Water economy of a neotropical savanna: from leaf to ecosystem

GOLDSTEIN G, MEINZER FC, BUCCI S.J, SCHOLZ FG AND GAMBELLUCA T. WATER ECONOMY OF A NEOTROPICAL SAVANNA: FROM LEAF TO ECOSYSTEM

Edinburgo

Conferencia; International Conference. Tropical Savannas & Seasonally dry forests; 2003

Neotropical savanna (Cerrado) woody plants are highly isohidric (seasonal differences in midday minimum leaf water potential (YL) and total sap flow per plant are small) despite marked seasonal variations in precipitation and air saturation deficit (D). Stomatal conductance (gs) in the woody species decreases sharply with increasing D, strongly limiting gs during the dry season. Despite a nearly three-fold increase in mean D between the wet and dry season, sap flows per plant are similar in both, the wet and  dry season.

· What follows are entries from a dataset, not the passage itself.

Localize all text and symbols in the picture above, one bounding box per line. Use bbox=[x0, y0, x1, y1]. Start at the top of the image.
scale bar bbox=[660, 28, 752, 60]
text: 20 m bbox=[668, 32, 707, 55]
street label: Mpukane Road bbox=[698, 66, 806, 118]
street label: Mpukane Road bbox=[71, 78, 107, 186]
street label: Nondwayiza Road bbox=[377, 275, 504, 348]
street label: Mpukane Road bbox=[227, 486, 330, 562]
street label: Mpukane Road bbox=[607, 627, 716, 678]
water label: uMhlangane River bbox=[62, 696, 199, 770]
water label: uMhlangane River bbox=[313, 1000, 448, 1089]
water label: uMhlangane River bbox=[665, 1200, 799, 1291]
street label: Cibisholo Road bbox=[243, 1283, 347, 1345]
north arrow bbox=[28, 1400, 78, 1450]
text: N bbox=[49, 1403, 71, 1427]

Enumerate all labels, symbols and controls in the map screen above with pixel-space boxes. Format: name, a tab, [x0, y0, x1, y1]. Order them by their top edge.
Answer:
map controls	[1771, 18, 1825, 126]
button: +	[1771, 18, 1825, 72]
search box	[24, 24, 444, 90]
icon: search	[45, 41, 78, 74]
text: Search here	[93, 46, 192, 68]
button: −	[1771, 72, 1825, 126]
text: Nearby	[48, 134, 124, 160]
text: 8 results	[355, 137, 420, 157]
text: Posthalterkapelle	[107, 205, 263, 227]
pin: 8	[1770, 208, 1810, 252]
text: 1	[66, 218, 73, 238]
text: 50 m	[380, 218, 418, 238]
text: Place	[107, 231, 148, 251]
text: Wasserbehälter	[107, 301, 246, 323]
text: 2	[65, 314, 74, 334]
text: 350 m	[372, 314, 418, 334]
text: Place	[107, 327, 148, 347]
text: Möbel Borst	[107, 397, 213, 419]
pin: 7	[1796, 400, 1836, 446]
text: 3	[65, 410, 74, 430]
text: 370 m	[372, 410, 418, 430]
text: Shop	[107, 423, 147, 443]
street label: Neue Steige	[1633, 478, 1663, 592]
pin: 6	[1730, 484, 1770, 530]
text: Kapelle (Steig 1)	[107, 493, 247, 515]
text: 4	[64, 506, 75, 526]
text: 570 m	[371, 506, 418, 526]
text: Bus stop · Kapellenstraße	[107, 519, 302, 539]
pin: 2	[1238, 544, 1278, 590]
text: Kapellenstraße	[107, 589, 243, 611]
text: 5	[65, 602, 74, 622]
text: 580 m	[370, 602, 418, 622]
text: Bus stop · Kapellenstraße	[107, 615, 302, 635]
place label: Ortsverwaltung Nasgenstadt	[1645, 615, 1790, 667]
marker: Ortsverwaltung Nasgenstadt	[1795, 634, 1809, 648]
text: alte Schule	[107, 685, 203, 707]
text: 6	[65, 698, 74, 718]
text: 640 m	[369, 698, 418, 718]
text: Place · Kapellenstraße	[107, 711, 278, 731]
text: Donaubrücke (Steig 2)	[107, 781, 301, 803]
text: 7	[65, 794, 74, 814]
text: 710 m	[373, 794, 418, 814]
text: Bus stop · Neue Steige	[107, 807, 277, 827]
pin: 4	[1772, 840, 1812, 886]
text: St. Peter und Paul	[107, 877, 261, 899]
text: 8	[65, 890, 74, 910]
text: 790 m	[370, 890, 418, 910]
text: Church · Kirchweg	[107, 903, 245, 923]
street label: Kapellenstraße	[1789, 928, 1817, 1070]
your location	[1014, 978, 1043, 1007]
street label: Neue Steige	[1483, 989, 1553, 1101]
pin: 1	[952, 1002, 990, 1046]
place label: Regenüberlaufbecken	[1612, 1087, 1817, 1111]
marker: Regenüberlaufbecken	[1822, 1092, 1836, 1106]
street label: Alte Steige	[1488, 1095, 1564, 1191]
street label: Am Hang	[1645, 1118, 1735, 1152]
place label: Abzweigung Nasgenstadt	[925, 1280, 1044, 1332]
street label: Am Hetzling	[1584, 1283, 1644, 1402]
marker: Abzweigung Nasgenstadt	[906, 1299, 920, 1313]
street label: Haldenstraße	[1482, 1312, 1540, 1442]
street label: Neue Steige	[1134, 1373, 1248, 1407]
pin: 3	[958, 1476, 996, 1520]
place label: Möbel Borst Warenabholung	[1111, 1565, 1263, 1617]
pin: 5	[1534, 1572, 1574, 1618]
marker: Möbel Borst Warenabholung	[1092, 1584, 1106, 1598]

The leaf surface area per unit of sapwood area (LA/SA), an index of potential architectural constraints on water supply in relation to transpirational demand, is about 1.5 to 8 times greater in the wet season compared to the dry season for most of the species. All woody species during both seasons share a common negative exponential relationship between maximum leaf area-specific apparent hydraulic conductance of the soil-to leaf pathway (Gtmax) and LA/SA during the dry season maintain or increases Gt. Responses of gs to D and Gt are consistent with stomatal regulation of YL above a threshold minimum value, leading to seasonal homeostasis of minimum YL . Hydraulic lift and non-saturated water flow in the soil also contributes to the homeostatic behavior of woody plants, however its contribution to the water content of the upper soil layers is not large enough to prevent dye back of the herbaceous plants that have sallow root systems. Stand level measurements of evapotranspiration (ET) using eddy covariance systems is suppressed by reduced moisture availability in the upper soil layer, specially at low tree density cerrado sites. The reduction in ET during the dry season is mainly the result of the leaf area index decrease in the herbaceous layer because de ET contribution from the woody component of the savannas remain approximately constant throughout the year. Heat dissipation probes were used to measure sap flow from individual trees and the scaled up to stand level using information on tree density. ET rates for several savannas sites approach similar values as moisture content in the upper soil layers increase after the start of the rainy season.